Flash is currently oriented around crypto / market data capture, but the format is general enough to be used anywhere you need append-only, timestamped records with replay and integrity built in.


Status

Flash is experimental and still evolving.

  • The magic/version header is fixed, but the on-disk format may still change.
  • The CLI surface is stabilizing, but subcommands and flags are not guaranteed to be frozen yet.
  • You should not treat this as a fully baked compliance/archive solution yet.

Use it, kick the tires, and expect some rough edges.


Building

Flash is built with CMake and a C17-capable compiler.

Requirements

  • C compiler with C17 support (clang, gcc, MSVC, etc.)
  • CMake 3.x
  • A reasonably POSIX-like environment (Linux, macOS, WSL, or Windows with MSVC/MinGW)

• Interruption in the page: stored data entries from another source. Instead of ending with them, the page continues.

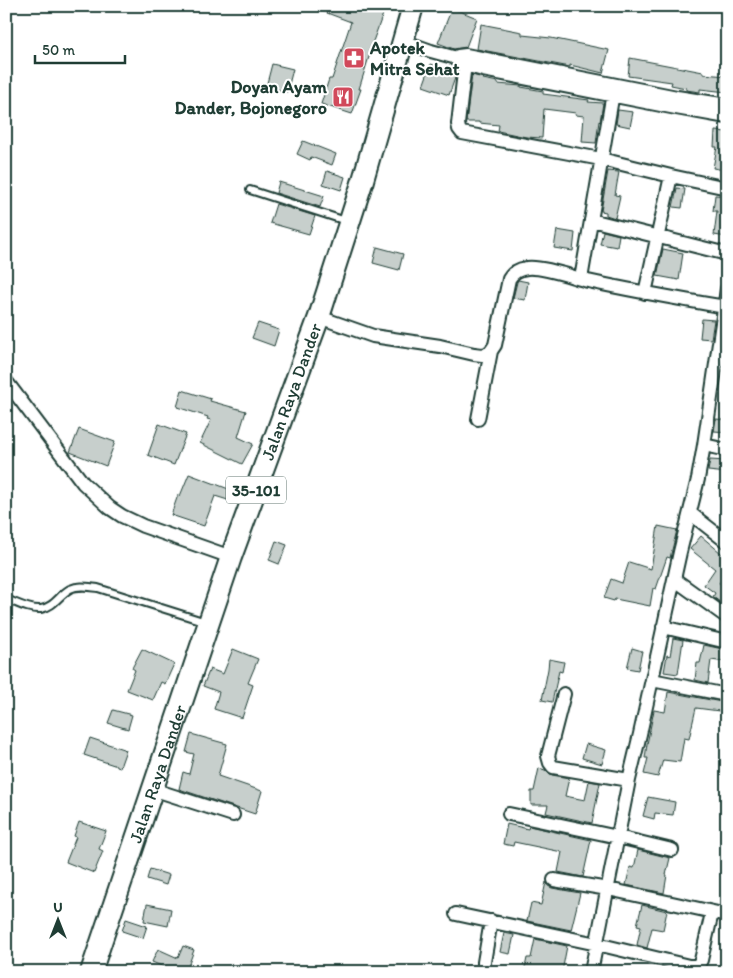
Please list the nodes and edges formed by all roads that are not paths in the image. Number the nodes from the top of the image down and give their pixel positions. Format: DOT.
graph roads {
  1 [pos="413,6"];
  2 [pos="403,41"];
  3 [pos="461,59"];
  4 [pos="613,90"];
  5 [pos="676,102"];
  6 [pos="727,106"];
  7 [pos="727,116"];
  8 [pos="601,159"];
  9 [pos="671,176"];
  10 [pos="727,188"];
  11 [pos="250,190"];
  12 [pos="591,220"];
  13 [pos="350,222"];
  14 [pos="657,237"];
  15 [pos="727,254"];
  16 [pos="581,279"];
  17 [pos="727,289"];
  18 [pos="645,293"];
  19 [pos="725,310"];
  20 [pos="319,317"];
  21 [pos="491,351"];
  22 [pos="6,381"];
  23 [pos="478,419"];
  24 [pos="704,446"];
  25 [pos="727,450"];
  26 [pos="690,514"];
  27 [pos="727,542"];
  28 [pos="231,557"];
  29 [pos="674,579"];
  30 [pos="6,599"];
  31 [pos="727,617"];
  32 [pos="209,622"];
  33 [pos="663,627"];
  34 [pos="727,642"];
  35 [pos="652,680"];
  36 [pos="564,694"];
  37 [pos="727,695"];
  38 [pos="629,780"];
  39 [pos="152,789"];
  40 [pos="509,814"];
  41 [pos="232,815"];
  42 [pos="618,837"];
  43 [pos="672,850"];
  44 [pos="554,880"];
  45 [pos="608,888"];
  46 [pos="712,913"];
  47 [pos="456,914"];
  48 [pos="727,915"];
  49 [pos="491,921"];
  50 [pos="597,944"];
  51 [pos="91,972"];
  52 [pos="485,972"];
  53 [pos="591,972"];
  1 -- 2 [label="main road, Jalan Raya Dander / 35-101"];
  2 -- 3 [label="street"];
  2 -- 13 [label="main road, Jalan Raya Dander / 35-101"];
  3 -- 4 [label="street"];
  3 -- 8 [label="street"];
  4 -- 5 [label="street"];
  4 -- 8 [label="street"];
  5 -- 6 [label="street"];
  5 -- 7 [label="street"];
  8 -- 9 [label="street"];
  8 -- 12 [label="street"];
  9 -- 10 [label="street"];
  9 -- 14 [label="street"];
  11 -- 13 [label="lane"];
  12 -- 14 [label="street"];
  12 -- 16 [label="street"];
  13 -- 20 [label="main road, Jalan Raya Dander / 35-101"];
  14 -- 15 [label="street"];
  14 -- 18 [label="street"];
  16 -- 18 [label="street"];
  16 -- 21 [label="street"];
  17 -- 19 [label="street"];
  18 -- 19 [label="street"];
  19 -- 24 [label="street"];
  20 -- 21 [label="street"];
  20 -- 28 [label="main road, Jalan Raya Dander / 35-101"];
  21 -- 23 [label="street"];
  22 -- 28 [label="street"];
  24 -- 25 [label="street"];
  24 -- 26 [label="street"];
  26 -- 27 [label="street"];
  26 -- 29 [label="street"];
  28 -- 32 [label="main road, Jalan Raya Dander / 35-101"];
  29 -- 31 [label="street"];
  29 -- 33 [label="street"];
  30 -- 32 [label="lane"];
  32 -- 39 [label="main road, Jalan Raya Dander / 35-101"];
  33 -- 34 [label="street"];
  33 -- 35 [label="street"];
  35 -- 37 [label="street"];
  35 -- 38 [label="street"];
  36 -- 38 [label="street"];
  38 -- 42 [label="street"];
  39 -- 41 [label="street"];
  39 -- 51 [label="main road, Jalan Raya Dander / 35-101"];
  40 -- 42 [label="street"];
  42 -- 43 [label="street"];
  42 -- 45 [label="street"];
  44 -- 45 [label="street"];
  45 -- 46 [label="street"];
  45 -- 50 [label="street"];
  46 -- 48 [label="street"];
  46 -- 50 [label="street"];
  47 -- 49 [label="street"];
  49 -- 50 [label="street"];
  49 -- 52 [label="street"];
  50 -- 53 [label="street"];
}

All required crypto primitives are bundled (BLAKE3 and Monocypher), so you should not need to install extra libraries.

Build steps

From the project root:

cmake -S . -B build
cmake --build build --config Release

This will produce a flash binary in build/bin/.

You can verify it is working with:

build/bin/flash --help

Quickstart

Here is a minimal end-to-end example:

# 1) Ingest some lines from stdin into a new stream
printf 'one
two
' | build/bin/flash ingest demo.flsh from stdin as lines

# 2) Verify integrity (FRF scan and FSIG if present)
build/bin/flash verify demo.flsh

# 3) Replay records (raw and human-readable)
build/bin/flash replay demo.flsh
build/bin/flash replay demo.flsh --human

# 4) Export to NDJSON
build/bin/flash export demo.flsh > demo.ndjson

Exact options and subcommands are defined in the CLI sources, but the general flow is:

  1. Ingest data into .flsh.
  2. Verify the file.
  3. Replay frames to inspect or feed into other tools.
  4. Export to NDJSON when you want line-oriented JSON for downstream pipelines.

Core concepts

Files, runs, and frames

A .flsh file is made of:

  • A header (magic, version, basic metadata).
  • A sequence of frames, each with:
    • A small header (kind, length, timestamp, hash-chain link, etc.).
    • A payload (your data bytes).

Frames come in two broad flavors:

  • Data frames - carry your application payloads.
  • Control frames - carry metadata about the run, indexes, close markers, and so on.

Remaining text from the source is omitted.